Bei den Aufnahmen wurden auch die unterschiedlichen Baumarten erfasst, ihr Alter und wie viel Totholz es gibt. „Für unser Gebiet haben wir einen Vorrat an 707.226 Kubikmeter. Viele Menschen wissen gar nicht, dass dieses tote Holz eine wichtige Naturschutzfunktion übernimmt“, erklärt Hecker.

Pilze zersetzen Totholz

So bietet es Unterschlupf für Fledermäuse und Insekten und wird gleichzeitig von Pilzen und Larven zersetzt. „Milliarden von Lebewesen sorgen dafür, dass Rinde und Holz wieder zu Humus werden“, sagt Hecker. Das sei auch der Grund, warum Totholz nicht einfach aus den Wäldern abtransportiert werde.

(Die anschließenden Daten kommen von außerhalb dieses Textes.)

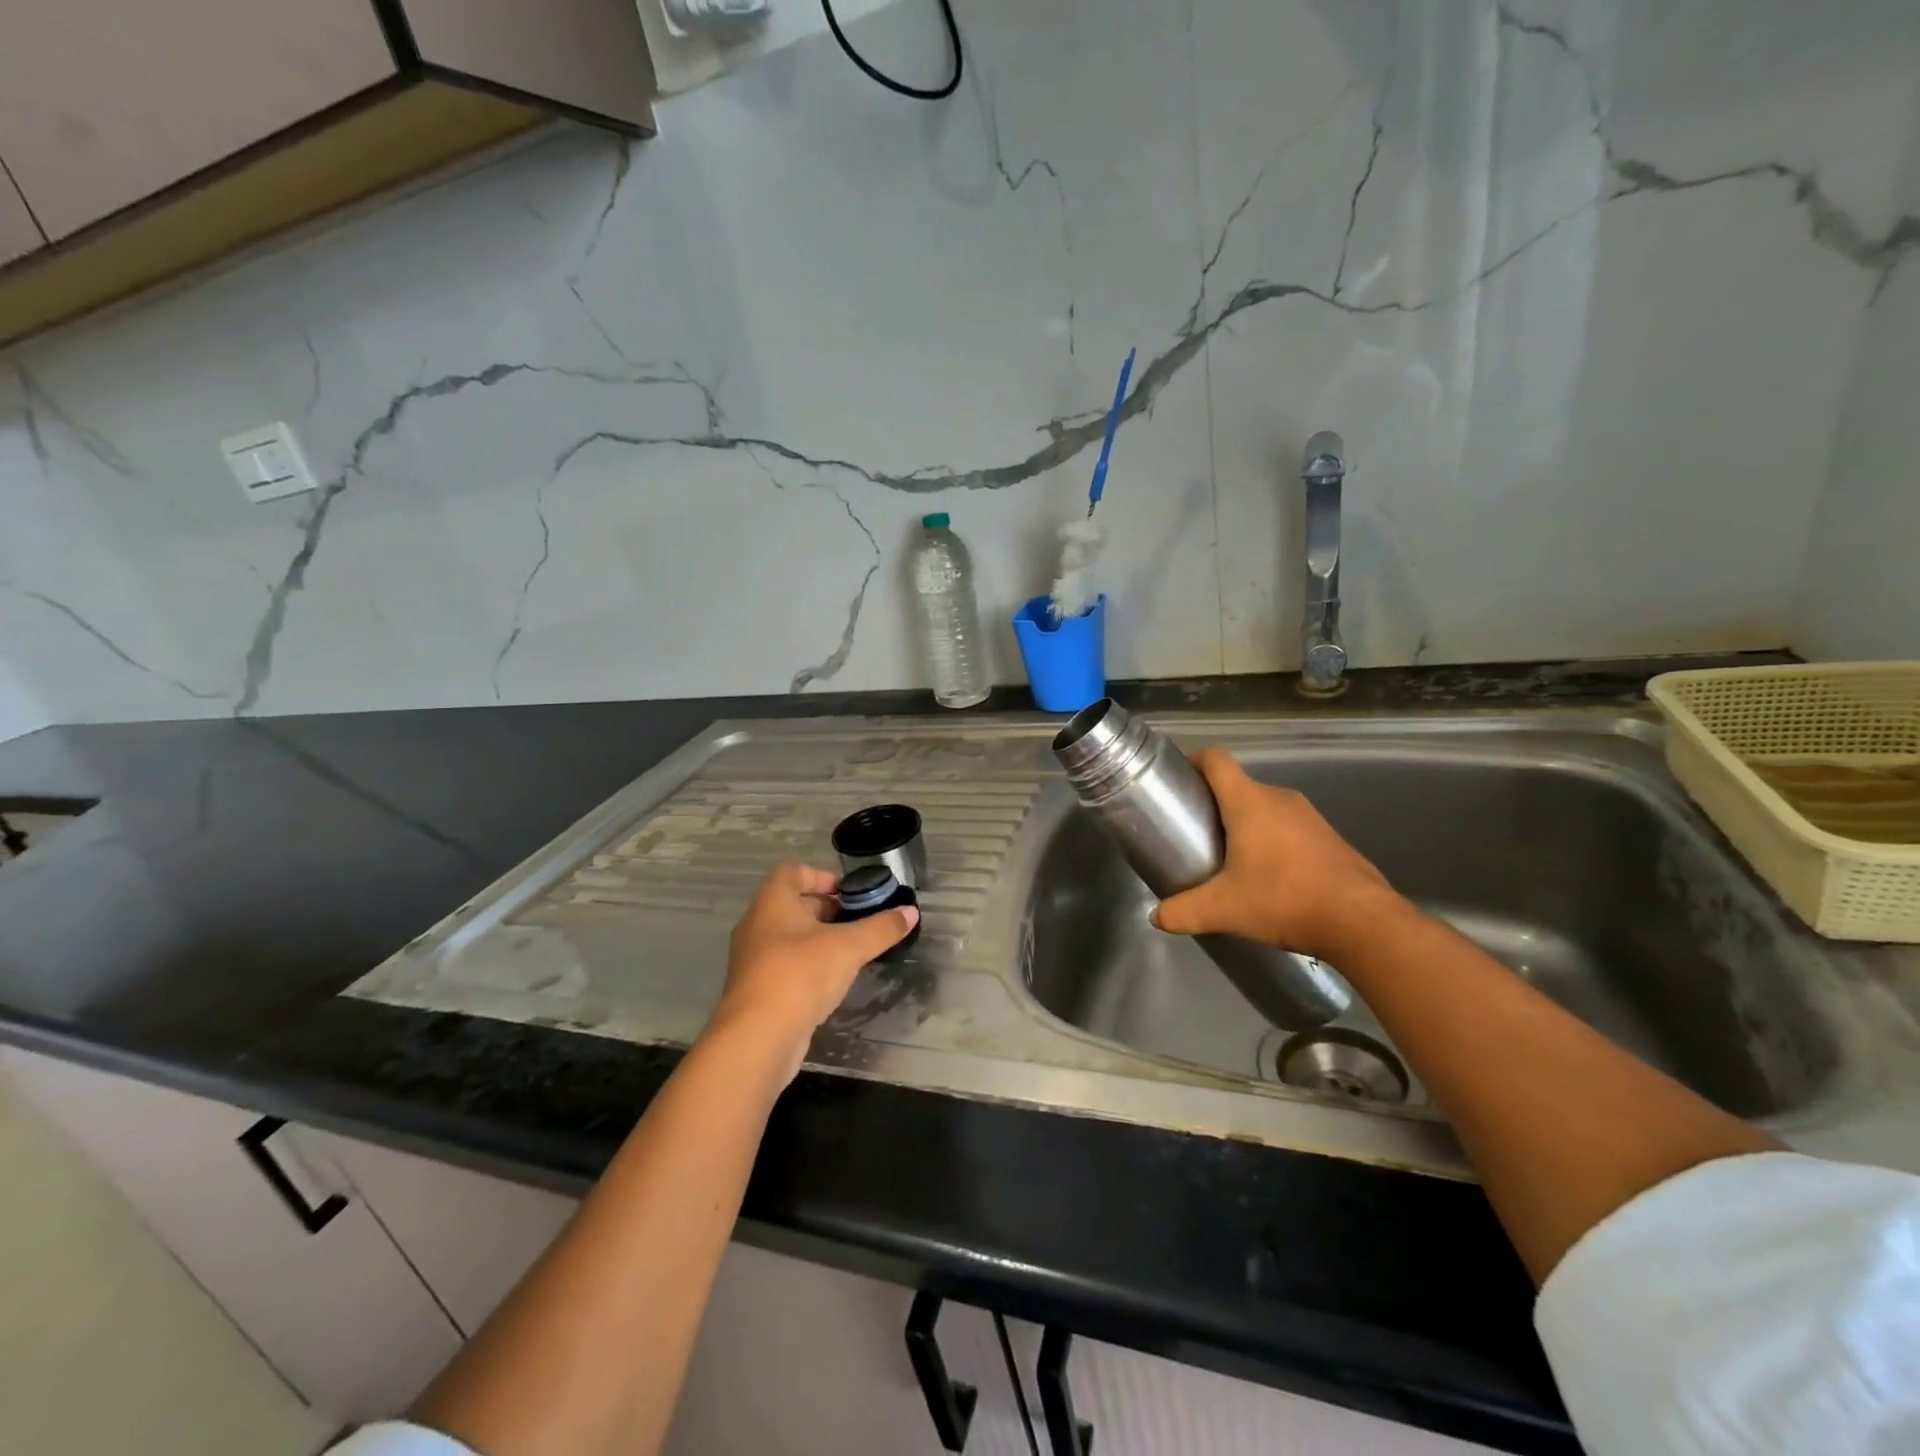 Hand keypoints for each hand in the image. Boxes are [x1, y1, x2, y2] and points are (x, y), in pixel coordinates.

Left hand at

Das Laubholz dominiert in der Rureifel-Jülicher Börde mit 61 Prozent. Und etwas weniger als die Hälfte machen die Nadelbäume aus. Dabei gehört die Fichte zu der häufigsten Baumart (30 Prozent). Sie kommt vor allem in der Eifel vor. Bei den Laubbäumen (24 Prozent) sind es Birken, Weiden und Pappeln.

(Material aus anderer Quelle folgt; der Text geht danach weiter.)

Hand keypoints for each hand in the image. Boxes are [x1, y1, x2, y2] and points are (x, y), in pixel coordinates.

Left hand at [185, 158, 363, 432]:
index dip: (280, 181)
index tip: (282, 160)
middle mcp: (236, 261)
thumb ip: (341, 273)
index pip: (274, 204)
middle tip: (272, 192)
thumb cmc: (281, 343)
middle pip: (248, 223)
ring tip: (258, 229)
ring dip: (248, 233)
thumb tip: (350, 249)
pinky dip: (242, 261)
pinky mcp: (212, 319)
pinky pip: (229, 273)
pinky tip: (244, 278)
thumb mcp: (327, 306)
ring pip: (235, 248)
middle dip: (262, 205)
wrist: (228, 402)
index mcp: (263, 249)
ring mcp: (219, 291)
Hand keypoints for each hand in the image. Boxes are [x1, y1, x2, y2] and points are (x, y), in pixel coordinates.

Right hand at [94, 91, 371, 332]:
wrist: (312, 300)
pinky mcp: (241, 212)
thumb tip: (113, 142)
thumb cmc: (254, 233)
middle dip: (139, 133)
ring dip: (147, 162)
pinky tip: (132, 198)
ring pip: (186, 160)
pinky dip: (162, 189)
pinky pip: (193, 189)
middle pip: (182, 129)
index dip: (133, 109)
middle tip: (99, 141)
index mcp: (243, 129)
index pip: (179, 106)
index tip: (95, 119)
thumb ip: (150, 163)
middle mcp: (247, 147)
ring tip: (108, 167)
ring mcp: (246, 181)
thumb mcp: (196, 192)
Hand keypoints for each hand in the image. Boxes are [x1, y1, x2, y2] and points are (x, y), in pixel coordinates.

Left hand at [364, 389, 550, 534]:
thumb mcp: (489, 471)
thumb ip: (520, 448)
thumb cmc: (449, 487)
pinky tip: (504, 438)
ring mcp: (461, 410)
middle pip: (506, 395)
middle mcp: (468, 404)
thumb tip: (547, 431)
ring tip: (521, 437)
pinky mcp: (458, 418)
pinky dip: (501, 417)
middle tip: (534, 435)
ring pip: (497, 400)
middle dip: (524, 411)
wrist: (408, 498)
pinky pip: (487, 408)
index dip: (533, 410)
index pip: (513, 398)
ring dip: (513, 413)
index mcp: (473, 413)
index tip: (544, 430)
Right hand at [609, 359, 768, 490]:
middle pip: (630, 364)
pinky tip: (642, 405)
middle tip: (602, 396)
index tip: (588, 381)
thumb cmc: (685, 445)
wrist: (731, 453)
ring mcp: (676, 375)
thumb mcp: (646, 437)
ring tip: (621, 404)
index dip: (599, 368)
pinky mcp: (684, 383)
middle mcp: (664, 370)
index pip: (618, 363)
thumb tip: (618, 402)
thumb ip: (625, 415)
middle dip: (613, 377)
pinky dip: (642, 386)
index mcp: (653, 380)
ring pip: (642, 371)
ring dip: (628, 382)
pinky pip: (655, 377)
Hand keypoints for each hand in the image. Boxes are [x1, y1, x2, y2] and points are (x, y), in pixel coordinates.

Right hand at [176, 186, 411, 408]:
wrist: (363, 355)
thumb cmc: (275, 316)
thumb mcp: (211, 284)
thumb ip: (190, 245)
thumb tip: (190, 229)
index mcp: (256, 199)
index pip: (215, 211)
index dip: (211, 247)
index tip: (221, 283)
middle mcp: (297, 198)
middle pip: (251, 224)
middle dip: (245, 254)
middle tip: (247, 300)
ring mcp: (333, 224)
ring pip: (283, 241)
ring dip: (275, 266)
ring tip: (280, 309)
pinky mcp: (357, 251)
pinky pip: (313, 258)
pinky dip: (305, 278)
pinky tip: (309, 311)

Der Großteil der 41.200 Hektar Waldfläche macht der Privatwald mit 37 Prozent aus. „Das sind Flächen von 700 Hektar bis zu 500 Quadratmetern“, sagt Hecker. 30 Prozent sind Gemeindewald, 29 Prozent gehören dem Land und vier Prozent Wald dem Bund, über den das Amt die Hoheit hat. Oft handelt es sich bei den Flächen um ehemalige Militärstützpunkte.